(Stored data entries)

──────

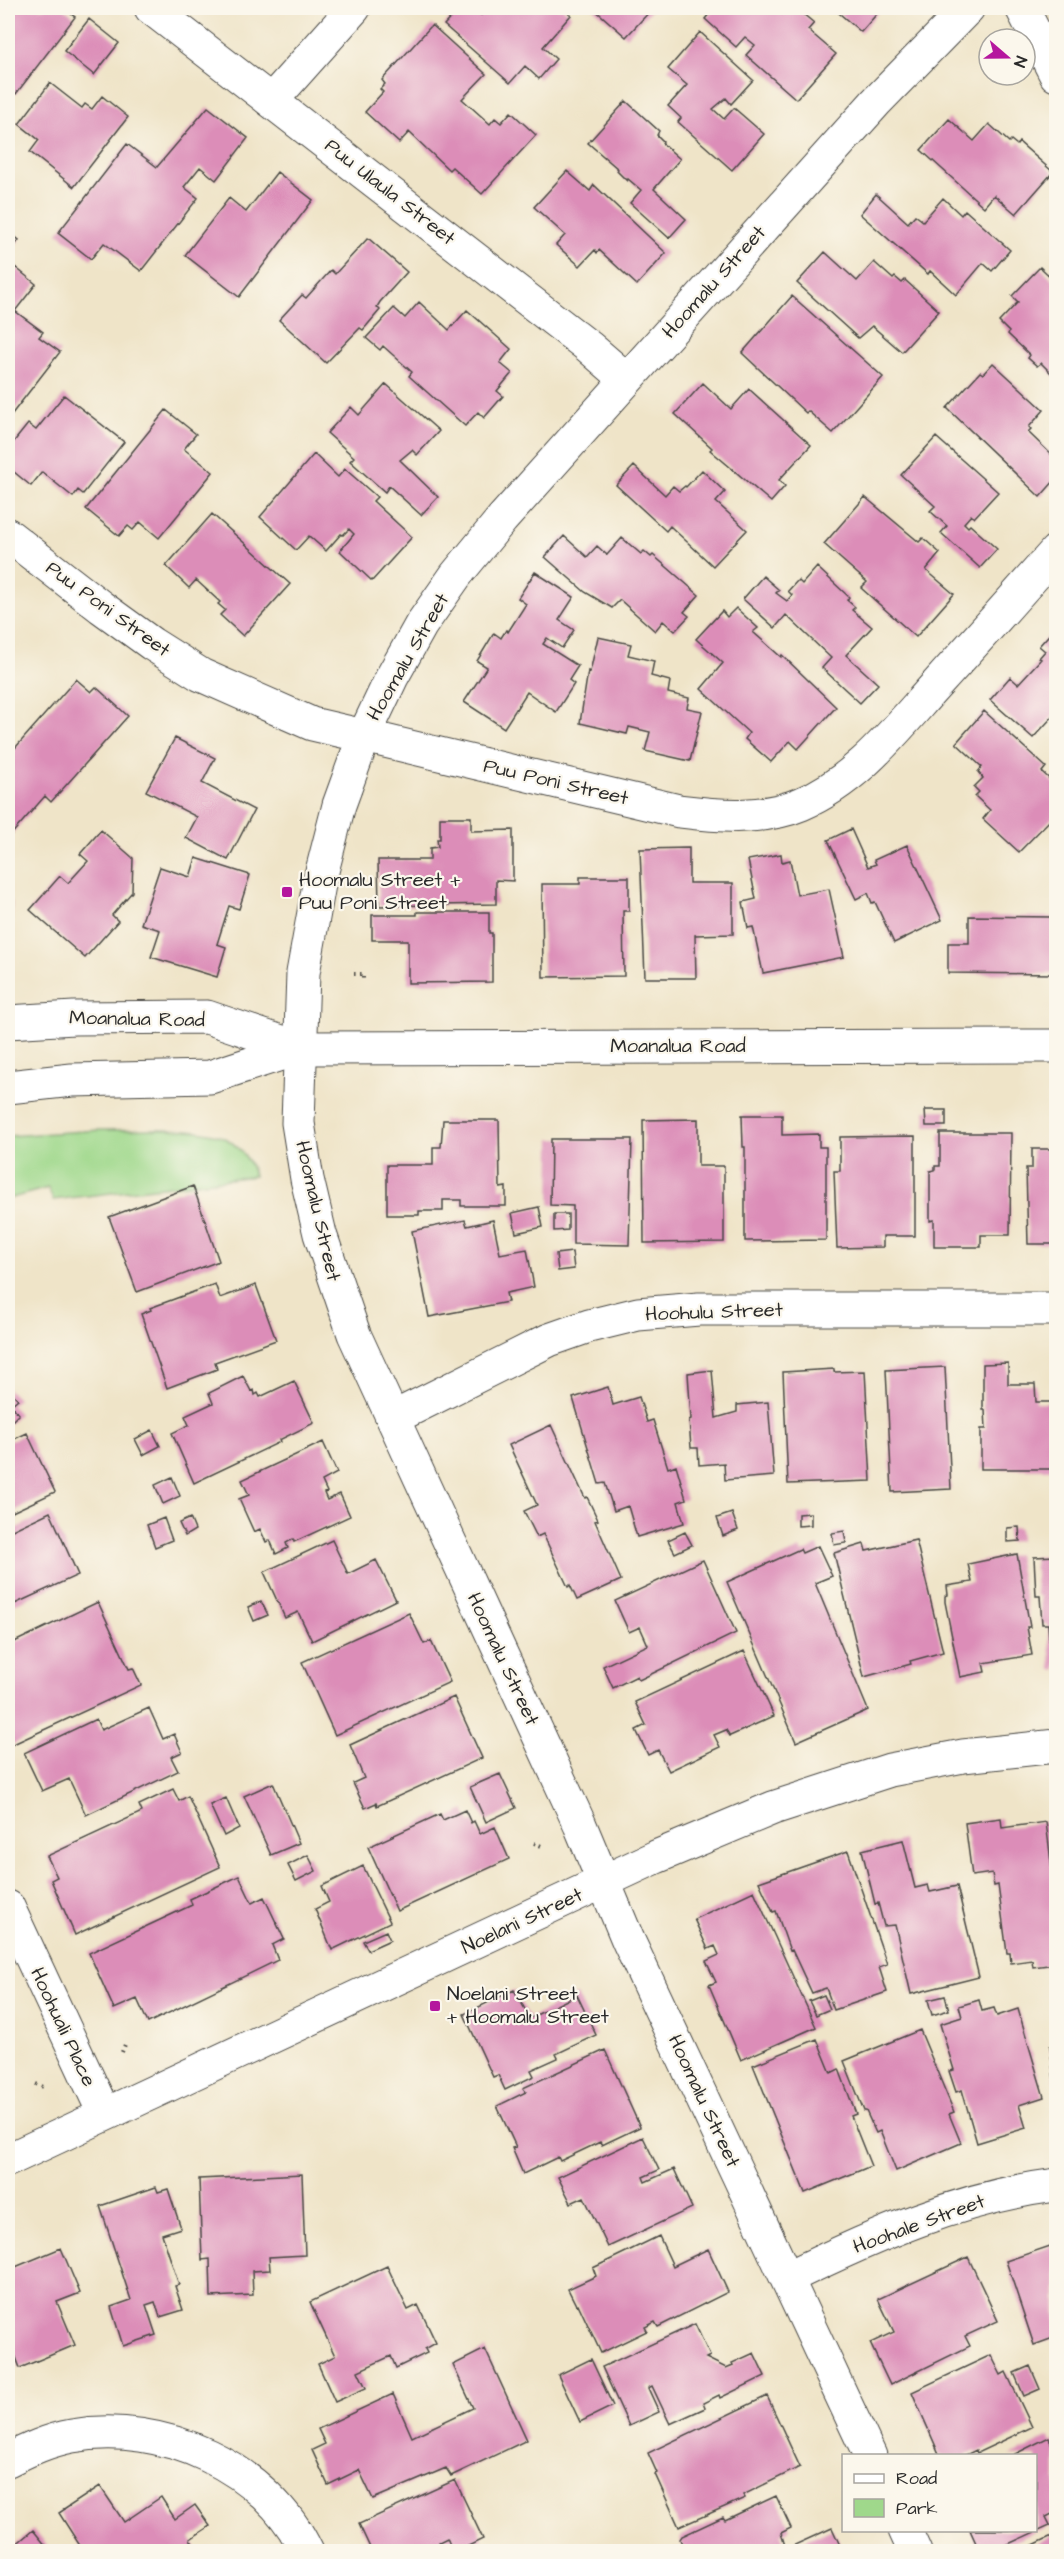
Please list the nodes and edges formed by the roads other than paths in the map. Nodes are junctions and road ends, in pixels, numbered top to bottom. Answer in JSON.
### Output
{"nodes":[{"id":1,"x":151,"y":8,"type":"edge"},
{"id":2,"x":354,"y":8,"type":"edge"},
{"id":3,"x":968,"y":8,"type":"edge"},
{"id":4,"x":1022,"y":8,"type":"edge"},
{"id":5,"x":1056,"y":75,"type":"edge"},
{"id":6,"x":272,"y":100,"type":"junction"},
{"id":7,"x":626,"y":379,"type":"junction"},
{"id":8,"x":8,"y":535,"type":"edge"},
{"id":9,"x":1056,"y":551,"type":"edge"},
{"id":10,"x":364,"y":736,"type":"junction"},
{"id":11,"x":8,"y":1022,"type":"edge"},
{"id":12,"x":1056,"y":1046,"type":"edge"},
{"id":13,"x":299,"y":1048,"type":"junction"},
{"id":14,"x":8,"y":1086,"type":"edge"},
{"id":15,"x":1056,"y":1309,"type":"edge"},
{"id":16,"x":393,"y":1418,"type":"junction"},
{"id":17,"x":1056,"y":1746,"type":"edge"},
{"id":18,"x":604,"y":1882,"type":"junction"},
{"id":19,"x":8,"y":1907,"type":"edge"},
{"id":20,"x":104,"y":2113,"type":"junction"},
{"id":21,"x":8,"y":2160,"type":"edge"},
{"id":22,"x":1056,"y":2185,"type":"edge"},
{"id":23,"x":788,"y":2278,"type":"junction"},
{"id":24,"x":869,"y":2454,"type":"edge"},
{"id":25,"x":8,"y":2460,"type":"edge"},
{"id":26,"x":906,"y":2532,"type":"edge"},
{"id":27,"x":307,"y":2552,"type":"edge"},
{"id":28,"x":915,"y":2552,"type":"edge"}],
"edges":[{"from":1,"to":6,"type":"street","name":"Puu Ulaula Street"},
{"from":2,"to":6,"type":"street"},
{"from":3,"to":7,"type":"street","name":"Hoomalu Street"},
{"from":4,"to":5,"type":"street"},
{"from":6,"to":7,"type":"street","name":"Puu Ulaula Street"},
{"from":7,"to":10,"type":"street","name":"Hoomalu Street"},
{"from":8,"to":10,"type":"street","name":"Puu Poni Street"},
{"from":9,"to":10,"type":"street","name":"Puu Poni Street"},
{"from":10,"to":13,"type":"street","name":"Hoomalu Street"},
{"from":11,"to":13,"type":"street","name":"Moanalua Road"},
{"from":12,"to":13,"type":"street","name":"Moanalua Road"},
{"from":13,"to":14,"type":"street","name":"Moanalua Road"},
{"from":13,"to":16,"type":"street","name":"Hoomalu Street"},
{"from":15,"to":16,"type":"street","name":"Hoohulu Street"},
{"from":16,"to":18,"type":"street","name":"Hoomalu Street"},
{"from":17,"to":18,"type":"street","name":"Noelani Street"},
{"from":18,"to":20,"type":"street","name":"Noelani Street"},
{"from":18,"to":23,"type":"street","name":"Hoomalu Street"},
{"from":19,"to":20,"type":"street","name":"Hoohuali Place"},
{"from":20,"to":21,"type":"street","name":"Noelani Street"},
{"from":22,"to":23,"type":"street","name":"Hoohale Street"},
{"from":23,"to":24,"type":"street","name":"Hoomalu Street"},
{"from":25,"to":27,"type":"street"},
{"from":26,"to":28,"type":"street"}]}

──────

INSTRUCTIONS TO FOLLOW> Reproduce every record above word for word. Leave the pictures out.

RESULT OF THIS EXERCISE>
Please list the nodes and edges formed by the roads other than paths in the map. Nodes are junctions and road ends, in pixels, numbered top to bottom. Answer in JSON.
### Output
{"nodes":[{"id":1,"x":151,"y":8,"type":"edge"},
{"id":2,"x":354,"y":8,"type":"edge"},
{"id":3,"x":968,"y":8,"type":"edge"},
{"id":4,"x":1022,"y":8,"type":"edge"},
{"id":5,"x":1056,"y":75,"type":"edge"},
{"id":6,"x":272,"y":100,"type":"junction"},
{"id":7,"x":626,"y":379,"type":"junction"},
{"id":8,"x":8,"y":535,"type":"edge"},
{"id":9,"x":1056,"y":551,"type":"edge"},
{"id":10,"x":364,"y":736,"type":"junction"},
{"id":11,"x":8,"y":1022,"type":"edge"},
{"id":12,"x":1056,"y":1046,"type":"edge"},
{"id":13,"x":299,"y":1048,"type":"junction"},
{"id":14,"x":8,"y":1086,"type":"edge"},
{"id":15,"x":1056,"y":1309,"type":"edge"},
{"id":16,"x":393,"y":1418,"type":"junction"},
{"id":17,"x":1056,"y":1746,"type":"edge"},
{"id":18,"x":604,"y":1882,"type":"junction"},
{"id":19,"x":8,"y":1907,"type":"edge"},
{"id":20,"x":104,"y":2113,"type":"junction"},
{"id":21,"x":8,"y":2160,"type":"edge"},
{"id":22,"x":1056,"y":2185,"type":"edge"},
{"id":23,"x":788,"y":2278,"type":"junction"},
{"id":24,"x":869,"y":2454,"type":"edge"},
{"id":25,"x":8,"y":2460,"type":"edge"},
{"id":26,"x":906,"y":2532,"type":"edge"},
{"id":27,"x":307,"y":2552,"type":"edge"},
{"id":28,"x":915,"y":2552,"type":"edge"}],
"edges":[{"from":1,"to":6,"type":"street","name":"Puu Ulaula Street"},
{"from":2,"to":6,"type":"street"},
{"from":3,"to":7,"type":"street","name":"Hoomalu Street"},
{"from":4,"to":5,"type":"street"},
{"from":6,"to":7,"type":"street","name":"Puu Ulaula Street"},
{"from":7,"to":10,"type":"street","name":"Hoomalu Street"},
{"from":8,"to":10,"type":"street","name":"Puu Poni Street"},
{"from":9,"to":10,"type":"street","name":"Puu Poni Street"},
{"from":10,"to":13,"type":"street","name":"Hoomalu Street"},
{"from":11,"to":13,"type":"street","name":"Moanalua Road"},
{"from":12,"to":13,"type":"street","name":"Moanalua Road"},
{"from":13,"to":14,"type":"street","name":"Moanalua Road"},
{"from":13,"to":16,"type":"street","name":"Hoomalu Street"},
{"from":15,"to":16,"type":"street","name":"Hoohulu Street"},
{"from":16,"to":18,"type":"street","name":"Hoomalu Street"},
{"from":17,"to":18,"type":"street","name":"Noelani Street"},
{"from":18,"to":20,"type":"street","name":"Noelani Street"},
{"from":18,"to":23,"type":"street","name":"Hoomalu Street"},
{"from":19,"to":20,"type":"street","name":"Hoohuali Place"},
{"from":20,"to":21,"type":"street","name":"Noelani Street"},
{"from":22,"to":23,"type":"street","name":"Hoohale Street"},
{"from":23,"to":24,"type":"street","name":"Hoomalu Street"},
{"from":25,"to":27,"type":"street"},
{"from":26,"to":28,"type":"street"}]}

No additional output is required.